After its latest film “Elio” flopped at the box office on its opening weekend, Pixar is once again at the center of controversy.
Anonymous sources told The Hollywood Reporter that Pixar CEO Pete Docter opted to have “Elio” be stripped of its gay coded themes, much as was the case for “Lightyear,” “Luca,” and most recently, “Inside Out 2.” This in part led to both the exits of original director Adrian Molina and later, actress America Ferrera.
“A lot of people like to blame Disney, but the call is coming from inside the house,” a former Pixar artist told THR. “A lot of it is obeying-in-advance behavior, coming from the higher execs at Pixar. […] It was pretty clear through the production of the first version of the film that [studio leaders] were constantly sanding down these moments in the film that alluded to Elio’s sexuality of being queer.”
IndieWire has reached out to Pixar parent company Disney for comment.
“Elio” premiered in theaters June 22 and flopped at the box office with a meager $20.8 million domestic opening, making history as the lowest ever in Pixar’s history. The film had a rumored production budget north of $150 million.
Per THR sources, the lead character Elio was initially portrayed as a queer-coded character, as openly gay filmmaker Molina (“Coco”) wanted.
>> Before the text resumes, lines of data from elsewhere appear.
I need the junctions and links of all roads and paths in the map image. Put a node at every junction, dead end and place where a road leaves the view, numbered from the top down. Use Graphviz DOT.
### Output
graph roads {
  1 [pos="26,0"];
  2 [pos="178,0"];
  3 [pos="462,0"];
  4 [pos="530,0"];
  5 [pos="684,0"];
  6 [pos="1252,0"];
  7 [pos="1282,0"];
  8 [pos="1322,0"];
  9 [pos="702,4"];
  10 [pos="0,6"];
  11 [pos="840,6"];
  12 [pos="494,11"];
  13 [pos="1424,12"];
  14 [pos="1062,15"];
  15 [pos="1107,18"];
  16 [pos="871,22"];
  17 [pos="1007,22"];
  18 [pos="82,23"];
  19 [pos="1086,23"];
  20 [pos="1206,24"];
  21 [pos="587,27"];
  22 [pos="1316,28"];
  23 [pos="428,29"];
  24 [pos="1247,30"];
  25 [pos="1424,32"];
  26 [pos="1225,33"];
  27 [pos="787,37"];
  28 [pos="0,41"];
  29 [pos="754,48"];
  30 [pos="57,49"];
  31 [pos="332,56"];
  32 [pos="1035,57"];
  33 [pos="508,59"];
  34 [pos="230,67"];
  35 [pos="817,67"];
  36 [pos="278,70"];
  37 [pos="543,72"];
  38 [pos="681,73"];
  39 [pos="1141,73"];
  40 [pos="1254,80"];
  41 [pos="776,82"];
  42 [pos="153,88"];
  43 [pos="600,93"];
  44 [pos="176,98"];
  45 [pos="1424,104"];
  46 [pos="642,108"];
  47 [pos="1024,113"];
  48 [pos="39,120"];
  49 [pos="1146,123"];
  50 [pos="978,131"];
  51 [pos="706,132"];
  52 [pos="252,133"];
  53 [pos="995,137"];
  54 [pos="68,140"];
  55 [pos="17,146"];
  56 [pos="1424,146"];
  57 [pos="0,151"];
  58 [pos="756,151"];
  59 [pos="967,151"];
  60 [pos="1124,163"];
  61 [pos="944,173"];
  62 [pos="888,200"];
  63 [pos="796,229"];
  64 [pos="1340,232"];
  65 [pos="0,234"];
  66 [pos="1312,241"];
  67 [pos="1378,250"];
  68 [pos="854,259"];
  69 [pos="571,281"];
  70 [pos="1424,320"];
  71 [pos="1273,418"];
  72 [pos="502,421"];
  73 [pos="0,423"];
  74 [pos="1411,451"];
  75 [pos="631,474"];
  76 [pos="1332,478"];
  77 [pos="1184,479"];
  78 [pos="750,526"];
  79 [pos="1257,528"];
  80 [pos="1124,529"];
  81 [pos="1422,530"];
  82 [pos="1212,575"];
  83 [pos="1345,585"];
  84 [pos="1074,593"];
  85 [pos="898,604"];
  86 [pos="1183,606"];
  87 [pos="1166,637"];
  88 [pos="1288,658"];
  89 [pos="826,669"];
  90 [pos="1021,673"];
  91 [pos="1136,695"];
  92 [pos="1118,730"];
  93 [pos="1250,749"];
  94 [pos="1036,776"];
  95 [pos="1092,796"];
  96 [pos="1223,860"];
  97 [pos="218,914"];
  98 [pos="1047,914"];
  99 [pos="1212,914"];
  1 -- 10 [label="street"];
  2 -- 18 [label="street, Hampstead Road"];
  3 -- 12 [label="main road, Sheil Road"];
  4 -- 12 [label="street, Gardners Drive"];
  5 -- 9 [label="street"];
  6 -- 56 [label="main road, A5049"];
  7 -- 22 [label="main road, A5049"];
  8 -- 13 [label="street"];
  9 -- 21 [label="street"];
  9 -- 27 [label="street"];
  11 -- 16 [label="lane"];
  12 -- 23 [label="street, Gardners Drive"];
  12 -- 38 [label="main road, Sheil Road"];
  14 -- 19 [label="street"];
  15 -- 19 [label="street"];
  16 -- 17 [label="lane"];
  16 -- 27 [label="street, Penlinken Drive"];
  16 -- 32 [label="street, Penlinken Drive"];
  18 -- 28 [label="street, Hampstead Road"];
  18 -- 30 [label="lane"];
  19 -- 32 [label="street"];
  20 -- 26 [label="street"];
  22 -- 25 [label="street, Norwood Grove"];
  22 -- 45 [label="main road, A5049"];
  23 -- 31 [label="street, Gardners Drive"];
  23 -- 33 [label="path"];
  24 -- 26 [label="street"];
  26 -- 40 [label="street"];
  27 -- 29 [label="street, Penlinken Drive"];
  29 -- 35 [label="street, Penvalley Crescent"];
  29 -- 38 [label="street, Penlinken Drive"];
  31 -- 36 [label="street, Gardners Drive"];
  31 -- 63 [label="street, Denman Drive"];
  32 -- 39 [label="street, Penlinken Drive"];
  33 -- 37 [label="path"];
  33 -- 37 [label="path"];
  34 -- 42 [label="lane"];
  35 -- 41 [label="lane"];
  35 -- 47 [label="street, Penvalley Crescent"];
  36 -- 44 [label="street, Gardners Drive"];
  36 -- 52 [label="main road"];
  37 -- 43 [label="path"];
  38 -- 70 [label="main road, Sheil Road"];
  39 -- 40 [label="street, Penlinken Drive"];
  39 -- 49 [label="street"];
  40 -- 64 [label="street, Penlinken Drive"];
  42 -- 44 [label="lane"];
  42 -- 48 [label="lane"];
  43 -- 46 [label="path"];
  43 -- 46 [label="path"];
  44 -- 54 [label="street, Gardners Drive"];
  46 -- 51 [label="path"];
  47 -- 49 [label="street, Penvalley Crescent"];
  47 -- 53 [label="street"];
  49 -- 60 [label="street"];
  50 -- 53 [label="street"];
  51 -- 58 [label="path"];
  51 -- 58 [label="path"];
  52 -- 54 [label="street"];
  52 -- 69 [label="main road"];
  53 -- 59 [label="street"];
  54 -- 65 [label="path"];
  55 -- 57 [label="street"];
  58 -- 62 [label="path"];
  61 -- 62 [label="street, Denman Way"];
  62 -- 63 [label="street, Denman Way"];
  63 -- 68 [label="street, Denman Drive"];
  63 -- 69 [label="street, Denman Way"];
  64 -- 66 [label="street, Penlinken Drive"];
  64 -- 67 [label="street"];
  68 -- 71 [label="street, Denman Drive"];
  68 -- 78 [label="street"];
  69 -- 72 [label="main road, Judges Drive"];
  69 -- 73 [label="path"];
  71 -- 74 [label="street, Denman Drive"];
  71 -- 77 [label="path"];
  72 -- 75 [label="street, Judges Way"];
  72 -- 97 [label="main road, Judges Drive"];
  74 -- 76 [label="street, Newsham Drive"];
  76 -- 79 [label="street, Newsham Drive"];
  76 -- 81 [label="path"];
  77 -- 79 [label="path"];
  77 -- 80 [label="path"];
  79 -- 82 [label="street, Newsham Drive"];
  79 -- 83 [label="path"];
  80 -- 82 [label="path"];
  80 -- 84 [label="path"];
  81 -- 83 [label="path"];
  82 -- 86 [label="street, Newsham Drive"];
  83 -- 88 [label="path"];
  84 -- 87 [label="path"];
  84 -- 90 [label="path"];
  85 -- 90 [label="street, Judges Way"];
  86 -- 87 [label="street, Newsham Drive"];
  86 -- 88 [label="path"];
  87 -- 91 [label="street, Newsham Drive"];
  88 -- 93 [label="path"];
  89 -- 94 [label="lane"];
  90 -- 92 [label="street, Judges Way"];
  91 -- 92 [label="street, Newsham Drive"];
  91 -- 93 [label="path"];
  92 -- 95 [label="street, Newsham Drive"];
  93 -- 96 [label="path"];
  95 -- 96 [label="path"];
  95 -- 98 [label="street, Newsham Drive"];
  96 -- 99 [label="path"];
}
While it is believed that Molina “did not intend the film to be a coming out story, as the character is 11,” as THR reported, the film included storylines about Elio having a love of fashion and bedroom posters of a possible male crush.
According to the report, Molina screened a cut of the film to Pixar executives in 2023. The film also had an early test screening in Arizona for an audience that did not go well, with no one raising their hands to indicate they would pay to go to the film in a theater. Pixar then called in Molina to speak about changing the film; the director exited the project soon after a discussion with Docter that allegedly left Molina “hurt.”
“Elio” was instead reworked by storyboard artist Madeline Sharafian and Domee Shi (“Turning Red”), who became the film’s co-directors after Molina left. Molina was offered to co-direct “Elio” with Sharafian, but after notes and changes to the film, he decided to leave entirely. In 2025, Molina was announced as the co-director for “Coco 2.”
Oscar nominee America Ferrera, who was set to play Elio’s mom, also parted ways with the film after having already recorded dialogue; a source to THR claimed Ferrera exited after Molina’s departure as she was “upset that there was no longer Latinx representation in the leadership.” Oscar winner Zoe Saldaña later took on the part, which became Elio’s aunt in the new script, which was a mess within itself.
“Suddenly, you remove this big, key piece, which is all about identity, and ‘Elio’ just becomes about totally nothing,” the former Pixar artist added. “The ‘Elio ‘that is in theaters right now is far worse than Adrian’s best version of the original.”
Another former Pixar staffer that worked on the film added, “[The character] Elio was just so cute and so much fun and had so much personality, and now he feels much more generic to me.”
The structure of Pixar’s meddling in certain storylines also extends to upcoming animated “Hoppers.” THR reported that creatives on the feature were told by Pixar executives to cut a divorce plotline, “which is so wild,” and also de-emphasize the environmental activism.
Meanwhile, “Elio” is still floundering in theaters. The IndieWire review pointed to the disjointed production, reading, “If there were ever a version of ‘Elio’ that had the spark of an old Pixar classic, it got shuffled out of existence by a turbulent production process that saw original director Adrian Molina, who previously helmed the company’s Oscar-winner ‘Coco,’ replaced by the duo of Domee Shi — whose hilarious ‘Turning Red’ remains the best Pixar film of the 2020s by a significant margin — and Madeline Sharafian, known for directing the short ‘Burrow.’ Molina based the film’s original story concept heavily on his own life, and the directorial transition occurred right around Pixar head Pete Docter admitting the studio would be pivoting away from ‘personal stories’ driven by directors to films with universal mass appeal. Certain elements of the script directly based on Molina’s life, such as Elio’s mother working for the military, got rewritten entirely.”